> **Exercise prompt**
Output, verbatim and without pictures, the lines from the first line of the listing through the line containing "I need the junctions".

────────────────────

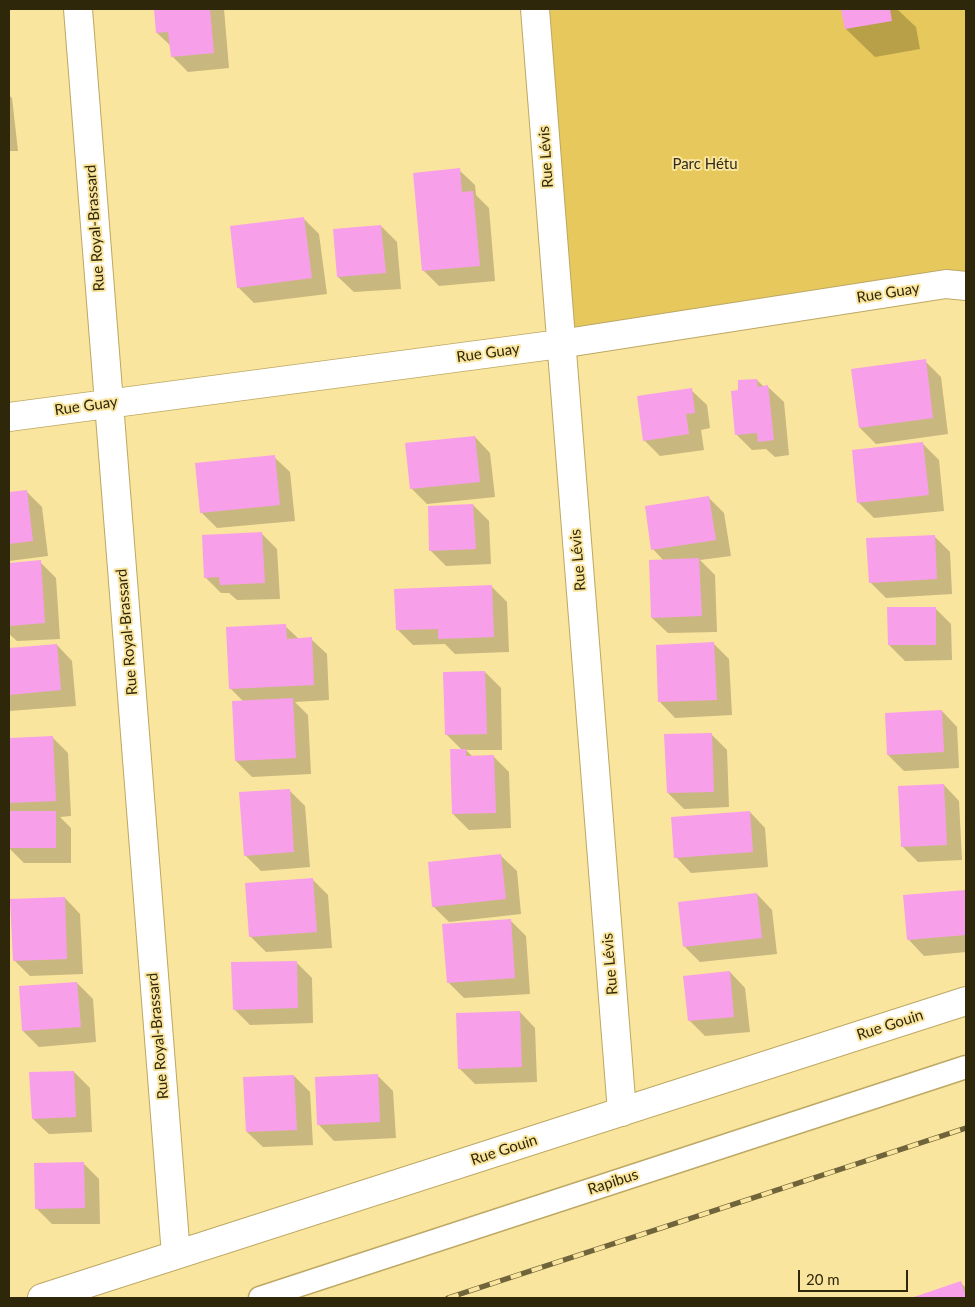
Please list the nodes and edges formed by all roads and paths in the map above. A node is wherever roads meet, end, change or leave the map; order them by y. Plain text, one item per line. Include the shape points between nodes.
1 (78, 9) edge
2 (535, 9) edge
3 (966, 286) edge
4 (560, 344) junction
5 (108, 403) junction
6 (9, 417) edge
7 (966, 1001) edge
8 (966, 1067) edge
9 (622, 1112) junction
10 (176, 1255) junction
11 (42, 1298) edge
12 (260, 1298) edge

1 - 5 street, Rue Royal-Brassard
2 - 4 street, Rue Lévis
3 - 4 street, Rue Guay via 946,284
4 - 5 street, Rue Guay
4 - 9 street, Rue Lévis
5 - 6 street, Rue Guay
5 - 10 street, Rue Royal-Brassard
7 - 9 street, Rue Gouin
8 - 12 lane, Rapibus
9 - 10 street, Rue Gouin
10 - 11 street, Rue Gouin

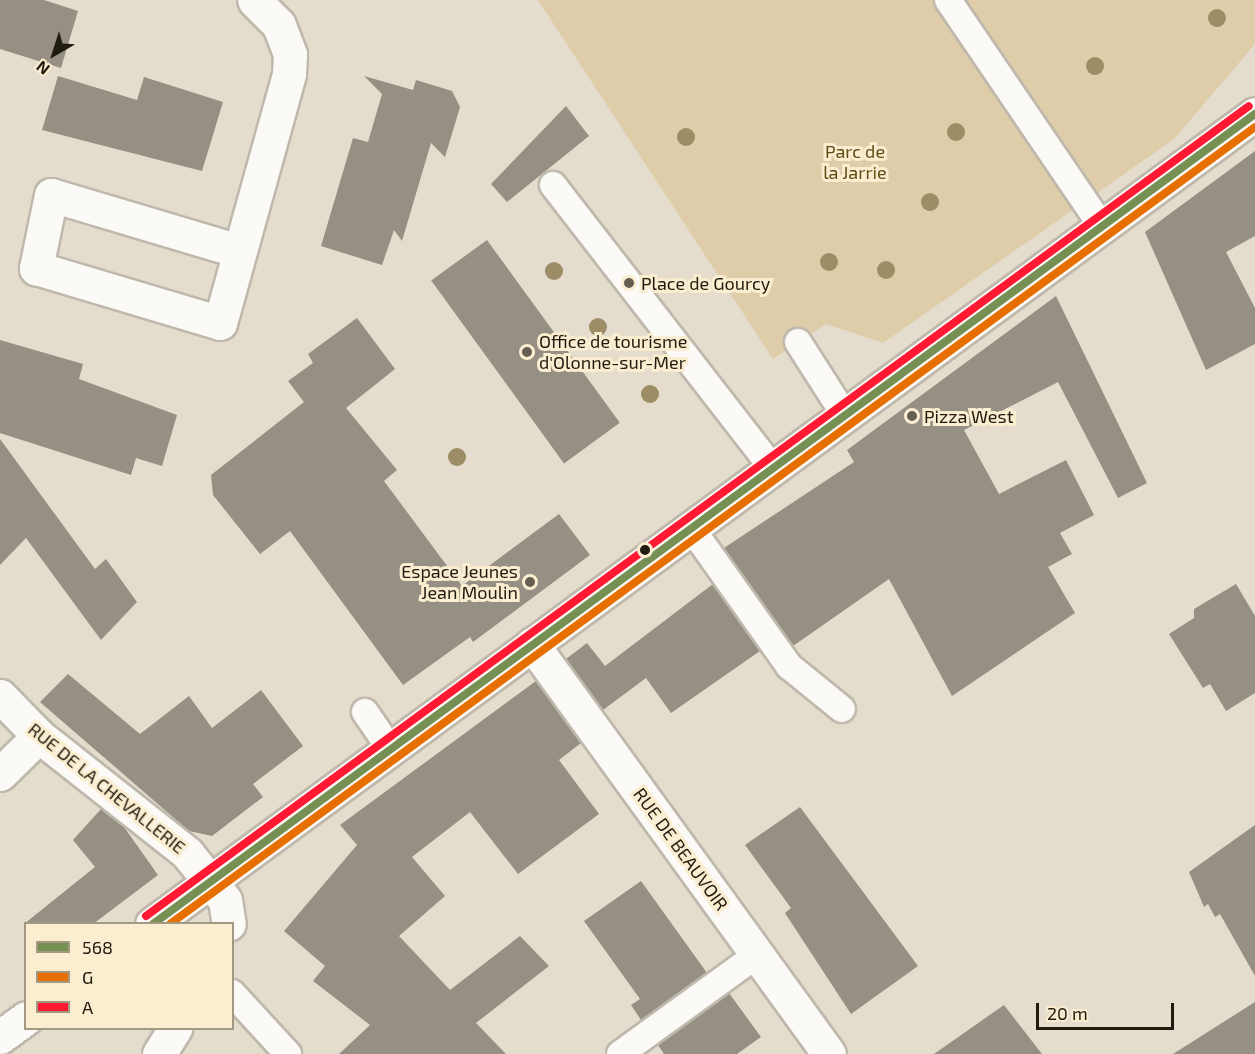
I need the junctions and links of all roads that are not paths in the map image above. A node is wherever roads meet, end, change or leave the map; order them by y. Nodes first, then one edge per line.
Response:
1 (254, 0) edge
2 (948, 0) edge
3 (1255, 114) edge
4 (553, 185) dead end
5 (1102, 227) junction
6 (239, 251) junction
7 (798, 342) dead end
8 (846, 417) junction
9 (773, 469) junction
10 (692, 529) junction
11 (532, 644) junction
12 (0, 696) edge
13 (842, 709) dead end
14 (365, 712) dead end
15 (39, 736) junction
16 (391, 750) junction
17 (0, 774) edge
18 (212, 882) junction
19 (155, 922) edge
20 (229, 922) edge
21 (758, 954) junction
22 (234, 995) edge
23 (24, 1019) edge
24 (174, 1030) edge
25 (0, 1037) edge
26 (159, 1054) edge
27 (288, 1054) edge
28 (620, 1054) edge
29 (829, 1054) edge

1 - 6 street
2 - 5 lane
3 - 5 street
4 - 9 lane
5 - 8 street
6 - 6 street
7 - 8 lane
8 - 9 street
9 - 10 street
10 - 11 street
10 - 13 lane
11 - 16 street
11 - 21 street, RUE DE BEAUVOIR
12 - 15 street, RUE DE LA CHEVALLERIE
14 - 16 lane
15 - 17 street
15 - 18 street, RUE DE LA CHEVALLERIE
16 - 18 street
18 - 19 street
18 - 20 street, RUE DE LA CHEVALLERIE
21 - 28 lane
21 - 29 street, RUE DE BEAUVOIR
22 - 27 lane
23 - 25 street
24 - 26 street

────────────────────

> **Answer**
Please list the nodes and edges formed by all roads and paths in the map above. A node is wherever roads meet, end, change or leave the map; order them by y. Plain text, one item per line. Include the shape points between nodes.
1 (78, 9) edge
2 (535, 9) edge
3 (966, 286) edge
4 (560, 344) junction
5 (108, 403) junction
6 (9, 417) edge
7 (966, 1001) edge
8 (966, 1067) edge
9 (622, 1112) junction
10 (176, 1255) junction
11 (42, 1298) edge
12 (260, 1298) edge

1 - 5 street, Rue Royal-Brassard
2 - 4 street, Rue Lévis
3 - 4 street, Rue Guay via 946,284
4 - 5 street, Rue Guay
4 - 9 street, Rue Lévis
5 - 6 street, Rue Guay
5 - 10 street, Rue Royal-Brassard
7 - 9 street, Rue Gouin
8 - 12 lane, Rapibus
9 - 10 street, Rue Gouin
10 - 11 street, Rue Gouin

I need the junctions and links of all roads that are not paths in the map image above. A node is wherever roads meet, end, change or leave the map; order them by y. Nodes first, then one edge per line.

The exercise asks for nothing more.